▶ Work task
Some of the lines below need repeating. Reproduce exactly those between the lines holding "middle tip: (960, 871)" and "ring dip: (1311, 889)", inclusive.

━━ The records ━━

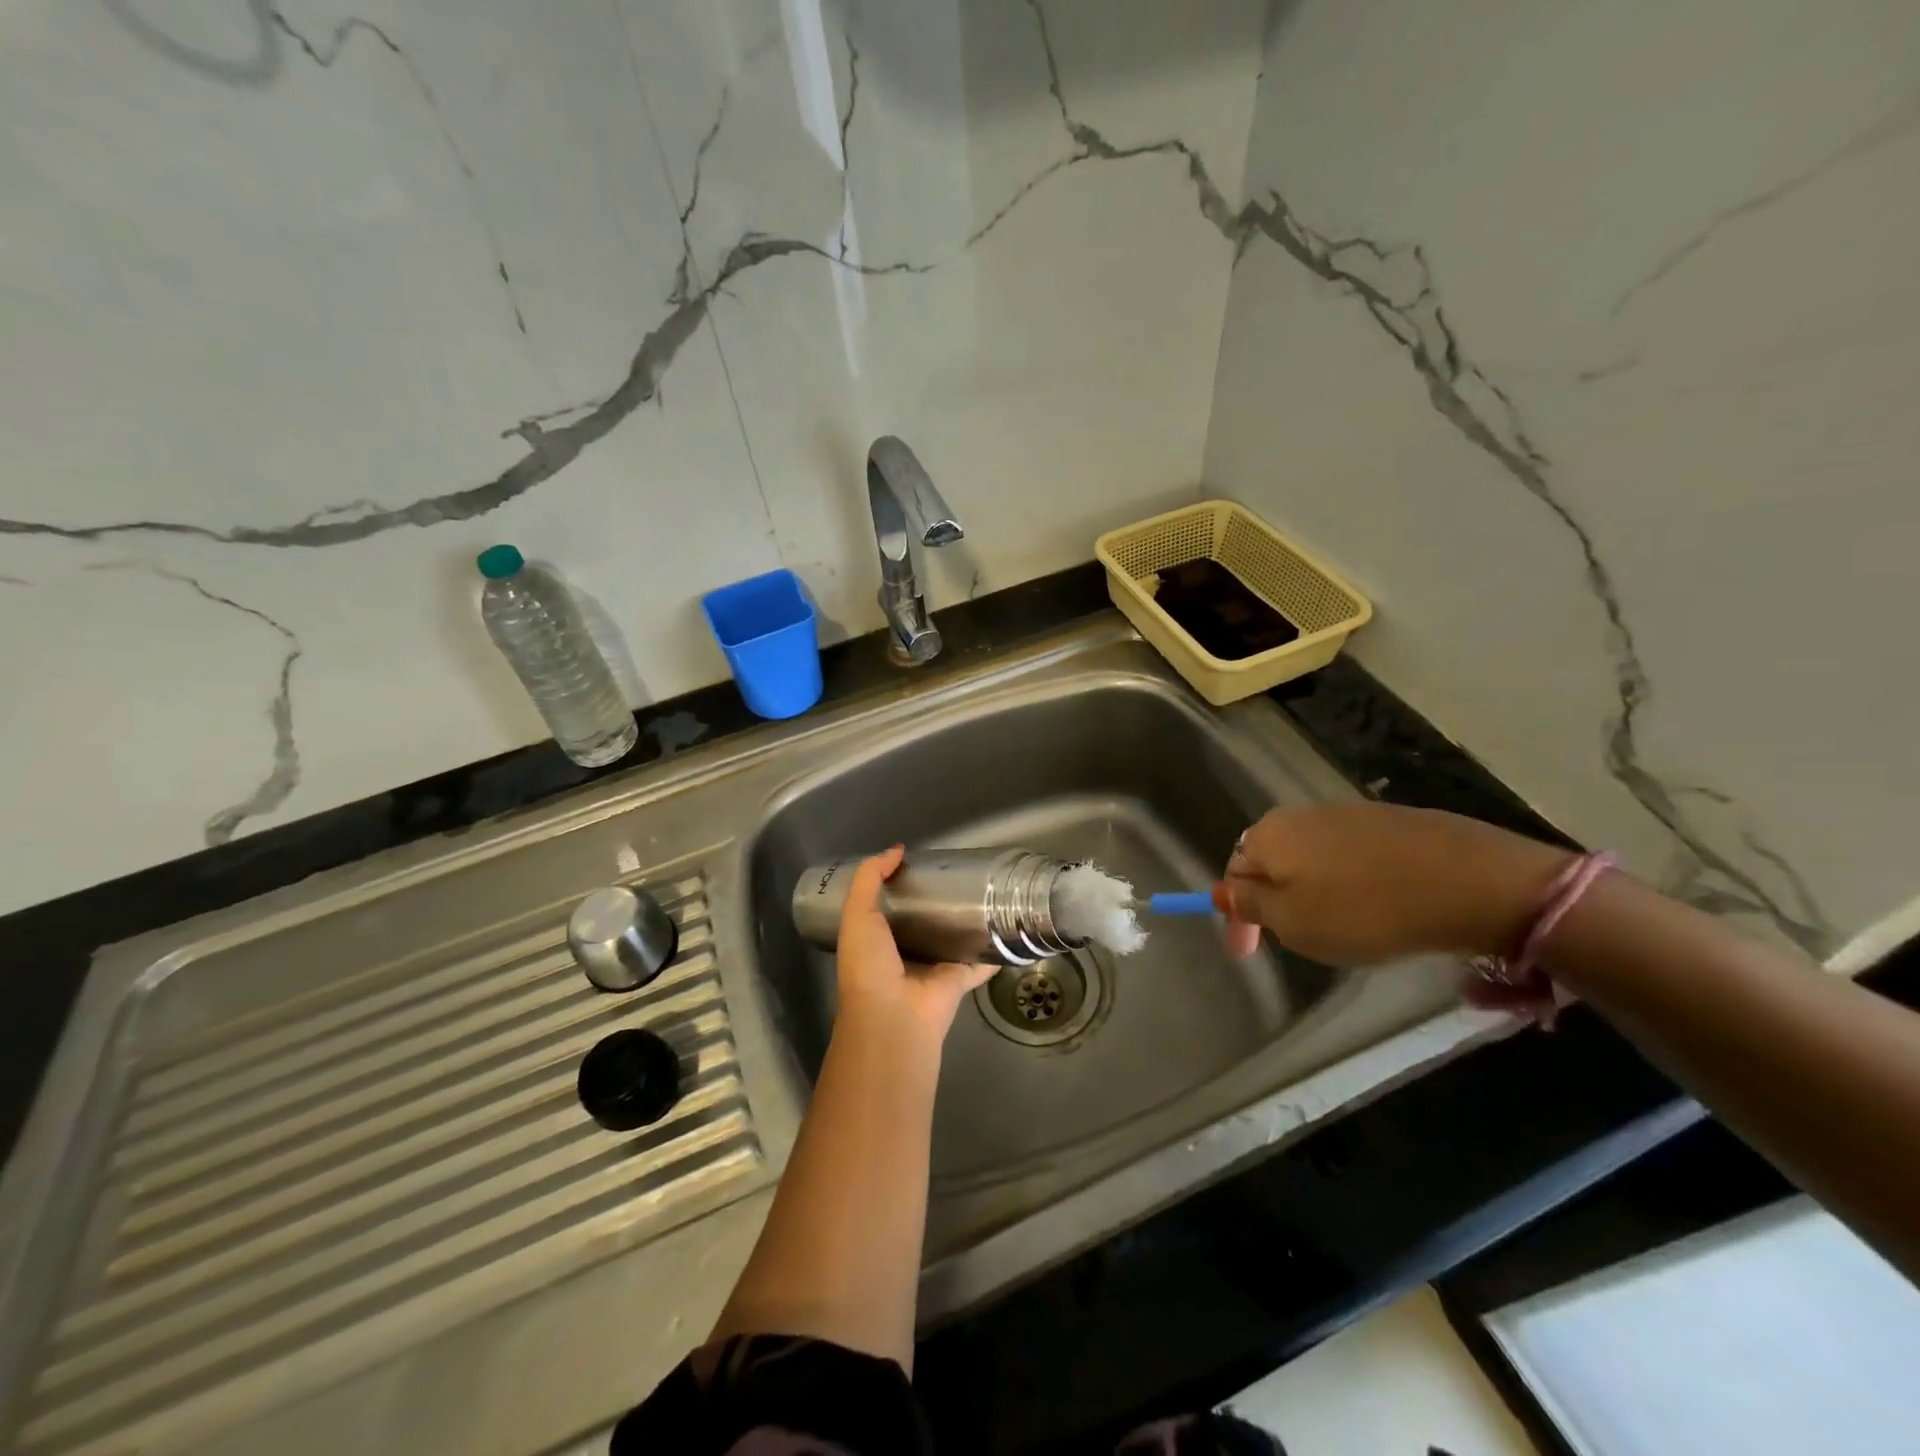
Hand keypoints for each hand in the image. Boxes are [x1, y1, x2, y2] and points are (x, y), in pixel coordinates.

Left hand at [836, 846, 995, 1050]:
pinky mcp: (961, 978)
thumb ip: (870, 879)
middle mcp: (905, 952)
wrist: (894, 1017)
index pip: (891, 905)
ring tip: (987, 890)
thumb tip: (896, 850)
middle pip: (926, 920)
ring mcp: (935, 967)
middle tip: (960, 871)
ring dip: (968, 921)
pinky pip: (981, 960)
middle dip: (939, 899)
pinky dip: (994, 948)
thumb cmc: (869, 965)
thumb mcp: (857, 915)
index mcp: (877, 939)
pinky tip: (1010, 926)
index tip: (922, 860)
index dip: (902, 883)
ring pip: (954, 938)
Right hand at [1213, 803, 1571, 965]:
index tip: (1248, 953)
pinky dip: (1348, 880)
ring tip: (1334, 925)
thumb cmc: (1364, 909)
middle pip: (1271, 859)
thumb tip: (1224, 892)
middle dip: (1273, 898)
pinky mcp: (1390, 820)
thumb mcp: (1294, 923)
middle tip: (1292, 938)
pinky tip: (1372, 903)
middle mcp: (1300, 814)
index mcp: (1269, 835)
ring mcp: (1348, 812)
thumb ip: (1252, 906)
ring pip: (1311, 855)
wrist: (1469, 881)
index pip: (1234, 872)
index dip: (1237, 915)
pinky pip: (1350, 854)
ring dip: (1311, 889)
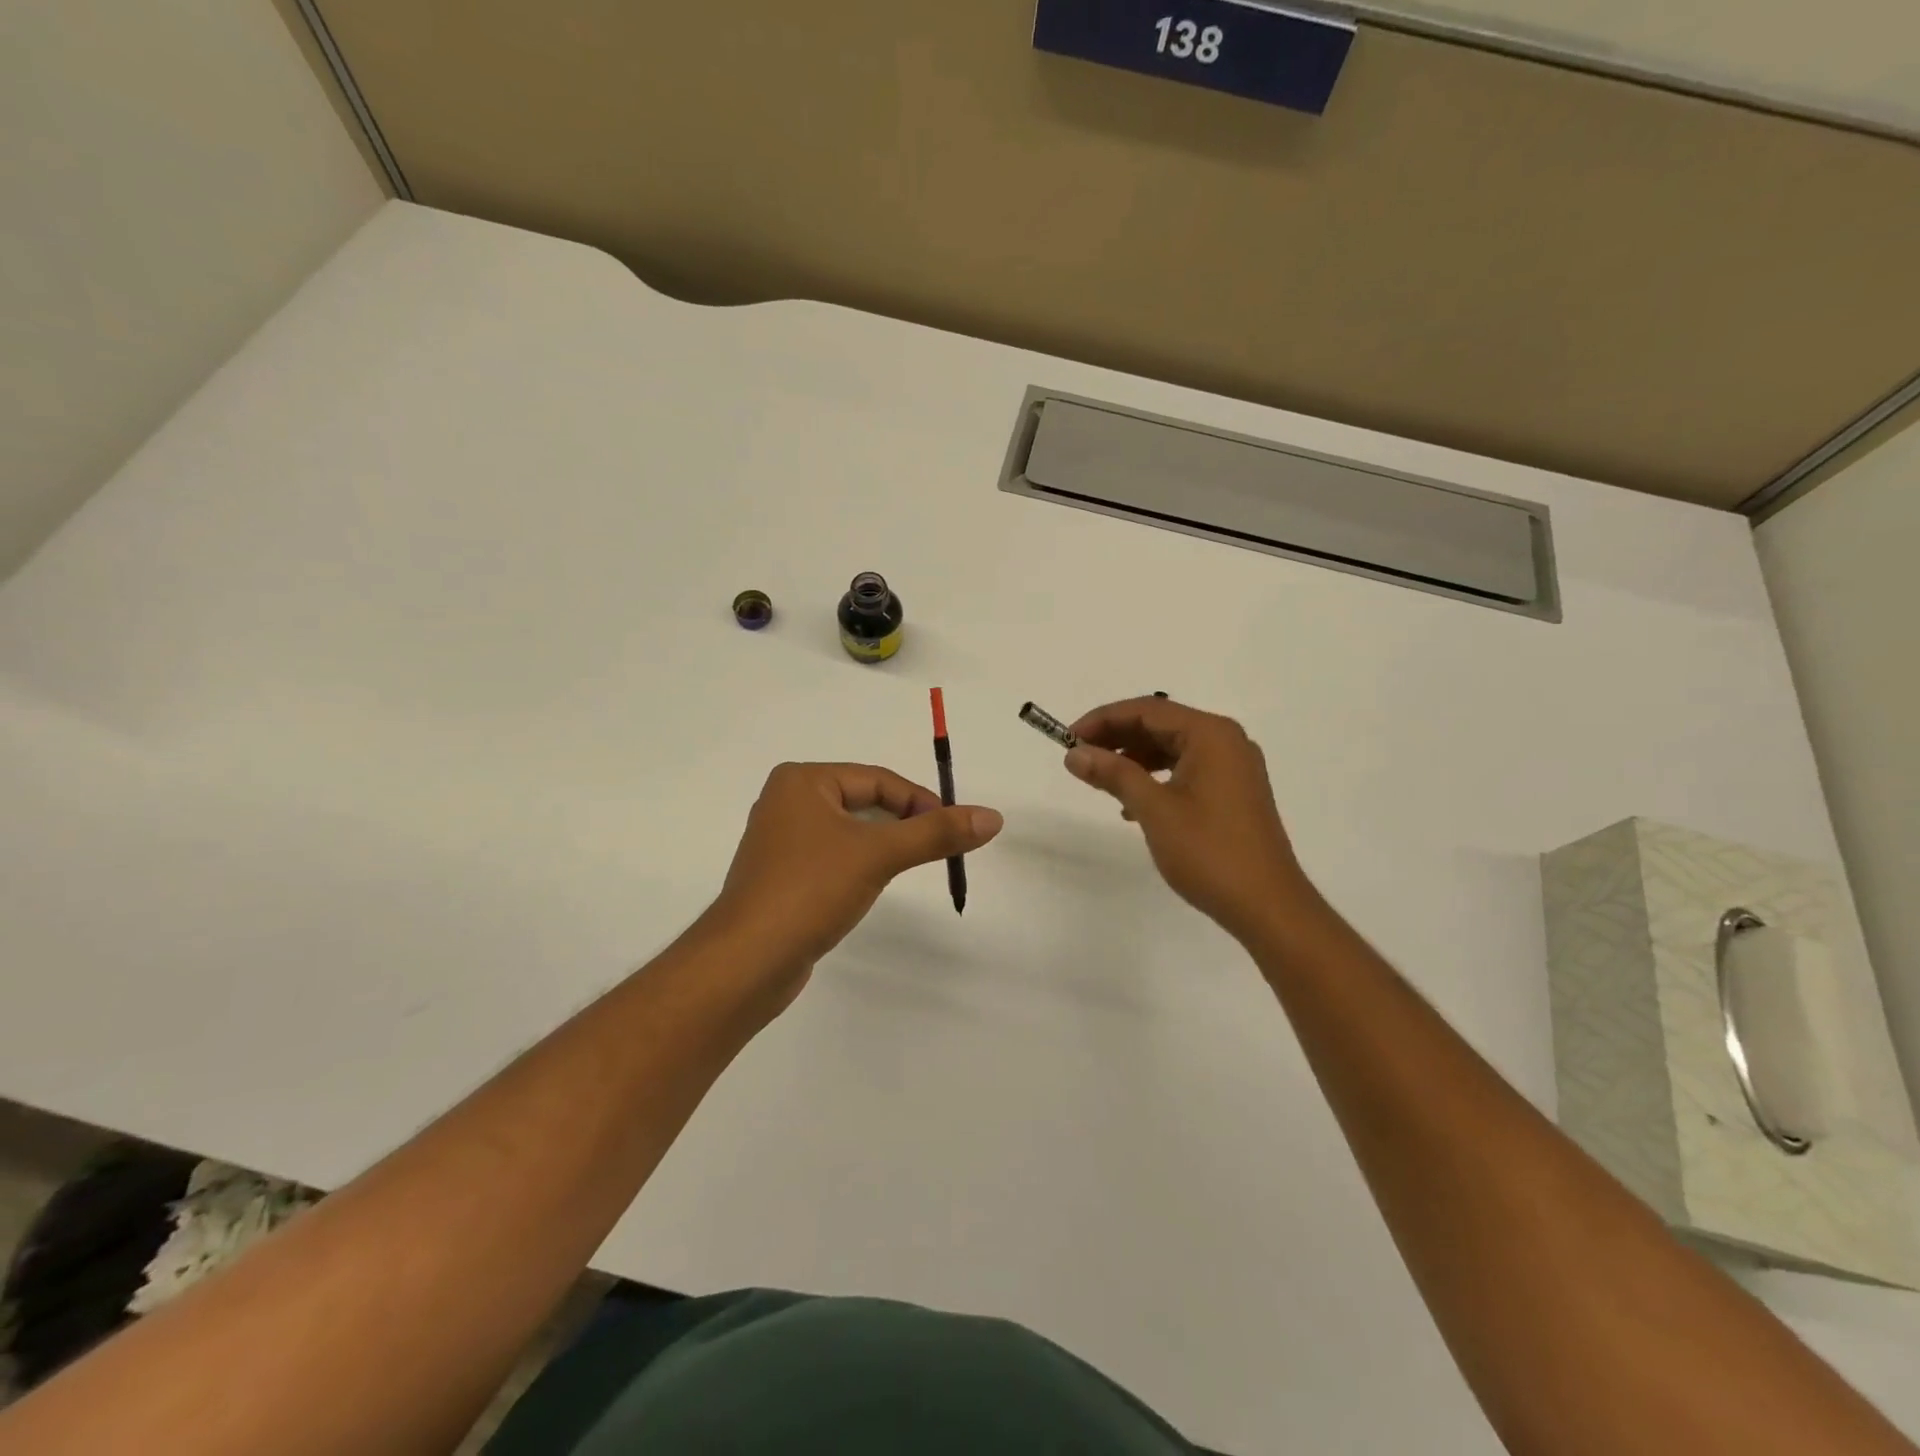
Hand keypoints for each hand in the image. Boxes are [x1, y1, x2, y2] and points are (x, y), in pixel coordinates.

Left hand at [708, 762, 1002, 999]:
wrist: (747, 961)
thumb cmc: (810, 890)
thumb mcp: (879, 854)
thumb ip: (936, 833)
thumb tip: (992, 816)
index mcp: (802, 781)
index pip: (877, 780)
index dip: (920, 801)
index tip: (953, 828)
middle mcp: (786, 801)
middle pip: (863, 802)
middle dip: (902, 824)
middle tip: (935, 849)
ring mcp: (780, 841)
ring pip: (849, 832)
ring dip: (881, 846)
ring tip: (904, 869)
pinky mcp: (781, 875)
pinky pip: (832, 857)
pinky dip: (858, 866)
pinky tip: (866, 888)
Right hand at [1065, 698, 1314, 942]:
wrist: (1267, 906)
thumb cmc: (1209, 852)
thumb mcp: (1154, 809)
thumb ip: (1114, 774)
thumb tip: (1075, 753)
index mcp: (1211, 735)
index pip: (1147, 710)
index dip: (1103, 720)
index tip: (1067, 738)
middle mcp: (1226, 741)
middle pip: (1160, 725)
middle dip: (1117, 738)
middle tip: (1078, 757)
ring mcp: (1234, 767)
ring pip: (1172, 748)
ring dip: (1134, 759)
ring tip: (1100, 780)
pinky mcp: (1234, 792)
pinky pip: (1186, 769)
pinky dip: (1156, 778)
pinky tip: (1132, 804)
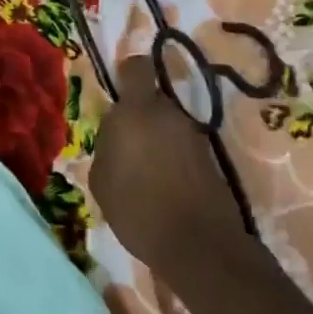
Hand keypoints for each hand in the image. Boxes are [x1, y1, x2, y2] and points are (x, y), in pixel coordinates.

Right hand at [90, 52, 248, 264]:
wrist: (198, 245)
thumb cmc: (137, 208)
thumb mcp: (101, 179)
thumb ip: (106, 147)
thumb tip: (116, 138)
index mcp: (136, 111)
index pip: (136, 68)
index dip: (127, 74)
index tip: (118, 93)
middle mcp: (168, 114)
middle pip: (152, 100)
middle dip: (140, 116)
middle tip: (126, 146)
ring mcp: (194, 135)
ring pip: (168, 124)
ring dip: (157, 139)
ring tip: (146, 172)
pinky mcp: (211, 157)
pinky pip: (183, 146)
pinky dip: (174, 158)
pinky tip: (165, 186)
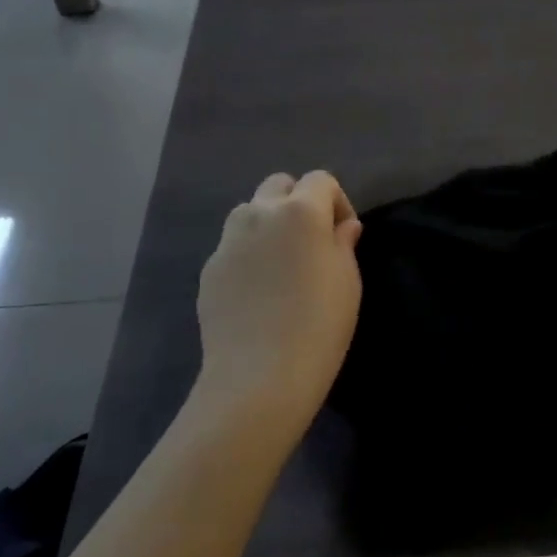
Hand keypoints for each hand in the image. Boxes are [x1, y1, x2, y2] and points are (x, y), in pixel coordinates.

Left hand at [195, 171, 362, 438]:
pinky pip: (233, 247)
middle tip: (310, 241)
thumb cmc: (319, 324)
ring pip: (249, 212)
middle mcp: (260, 214)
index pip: (320, 180)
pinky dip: (248, 255)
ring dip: (268, 223)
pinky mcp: (209, 269)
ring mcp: (229, 241)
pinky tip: (257, 292)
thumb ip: (343, 243)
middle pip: (279, 185)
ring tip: (280, 262)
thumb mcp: (347, 281)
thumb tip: (342, 227)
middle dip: (297, 201)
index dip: (337, 202)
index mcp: (300, 211)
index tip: (343, 235)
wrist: (259, 375)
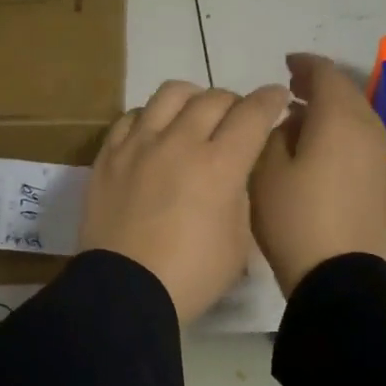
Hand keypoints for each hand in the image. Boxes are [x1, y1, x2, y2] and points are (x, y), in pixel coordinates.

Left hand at [79, 79, 290, 322]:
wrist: (125, 291)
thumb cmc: (191, 276)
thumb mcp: (238, 242)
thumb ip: (240, 196)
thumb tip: (232, 173)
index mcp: (219, 165)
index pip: (253, 113)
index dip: (271, 100)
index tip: (276, 98)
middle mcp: (179, 142)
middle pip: (213, 98)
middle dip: (234, 103)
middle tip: (236, 121)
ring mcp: (139, 145)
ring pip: (170, 94)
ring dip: (192, 99)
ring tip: (193, 117)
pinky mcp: (108, 156)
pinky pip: (131, 116)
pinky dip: (150, 117)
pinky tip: (154, 134)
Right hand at [249, 53, 385, 297]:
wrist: (339, 275)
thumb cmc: (294, 218)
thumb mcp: (266, 171)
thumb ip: (276, 134)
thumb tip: (293, 122)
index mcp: (340, 119)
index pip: (326, 73)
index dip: (304, 64)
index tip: (285, 64)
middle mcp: (369, 130)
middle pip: (346, 94)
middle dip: (318, 86)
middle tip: (291, 88)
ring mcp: (381, 159)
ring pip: (356, 119)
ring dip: (330, 112)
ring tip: (301, 120)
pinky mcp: (383, 184)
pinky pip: (361, 144)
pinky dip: (341, 135)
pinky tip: (320, 152)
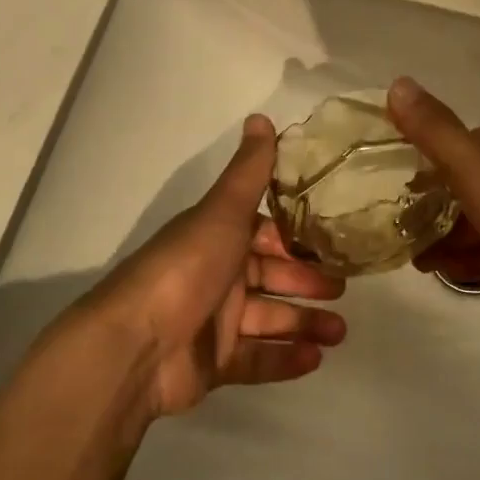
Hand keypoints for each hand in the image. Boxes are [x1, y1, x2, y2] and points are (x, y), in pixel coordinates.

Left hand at [82, 115, 347, 417]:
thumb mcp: (223, 212)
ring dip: (305, 322)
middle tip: (344, 287)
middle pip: (270, 276)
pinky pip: (258, 359)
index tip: (332, 241)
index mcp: (217, 237)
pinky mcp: (214, 363)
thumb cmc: (186, 268)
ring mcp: (214, 322)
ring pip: (270, 319)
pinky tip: (317, 358)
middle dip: (307, 281)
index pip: (264, 232)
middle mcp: (216, 275)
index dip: (296, 237)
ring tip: (340, 331)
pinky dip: (286, 358)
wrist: (136, 344)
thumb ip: (248, 171)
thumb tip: (260, 116)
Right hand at [388, 76, 479, 358]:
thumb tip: (397, 83)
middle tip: (398, 228)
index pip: (459, 143)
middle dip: (433, 204)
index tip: (392, 182)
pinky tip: (451, 275)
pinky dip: (472, 259)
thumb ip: (435, 131)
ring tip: (416, 259)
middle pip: (467, 184)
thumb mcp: (475, 173)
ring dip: (448, 236)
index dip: (425, 158)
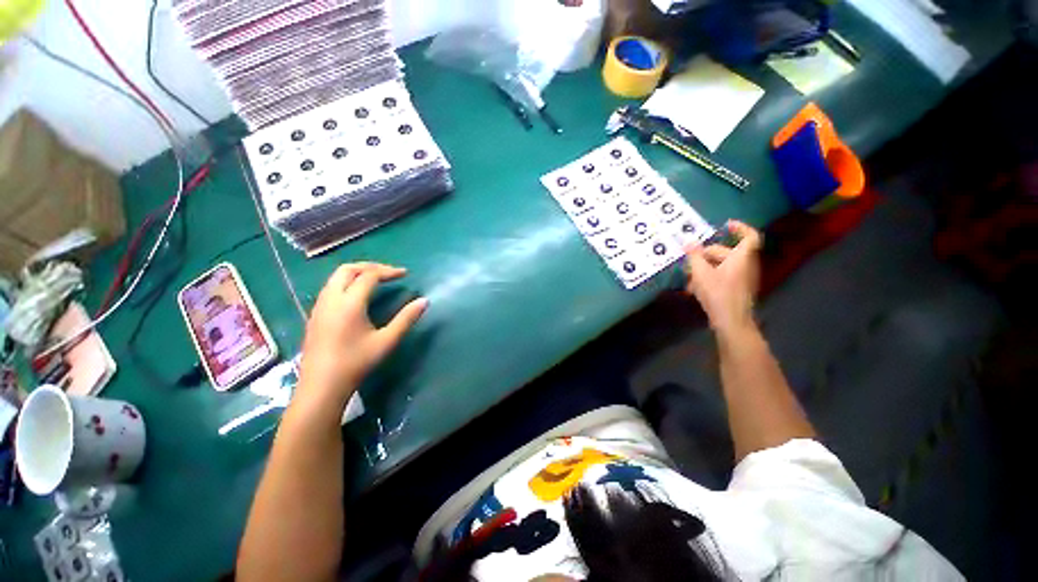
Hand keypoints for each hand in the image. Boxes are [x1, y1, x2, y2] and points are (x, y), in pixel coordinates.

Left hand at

━━━

▶ Problem solution
middle tip: (960, 871)
ring dip: (968, 921)
pinky pip: (981, 960)
middle dip: (939, 899)
pinky dip: (994, 948)
thumb cmc: (869, 965)
thumb mcp: (857, 915)
index mcp: (877, 939)
pinky tip: (1010, 926)
index tip: (922, 860)
index dip: (902, 883)
ring pip: (954, 938)
Right hand at [1213, 803, 1571, 965]:
index tip: (1248, 953)
pinky dip: (1348, 880)
ring tip: (1334, 925)
thumb cmc: (1364, 909)
middle pip: (1271, 859)
thumb tip: (1224, 892)
middle dip: (1273, 898)
pinky mcp: (1390, 820)
thumb mcp: (1294, 923)
middle tip: (1292, 938)
pinky tip: (1372, 903)
middle mcp: (1300, 814)
index mcp: (1269, 835)
ring mcp: (1348, 812)
thumb ip: (1252, 906)
ring pip: (1311, 855)
wrist: (1469, 881)
index pip: (1234, 872)
index dip: (1237, 915)
pinky pip: (1350, 854)
ring dip: (1311, 889)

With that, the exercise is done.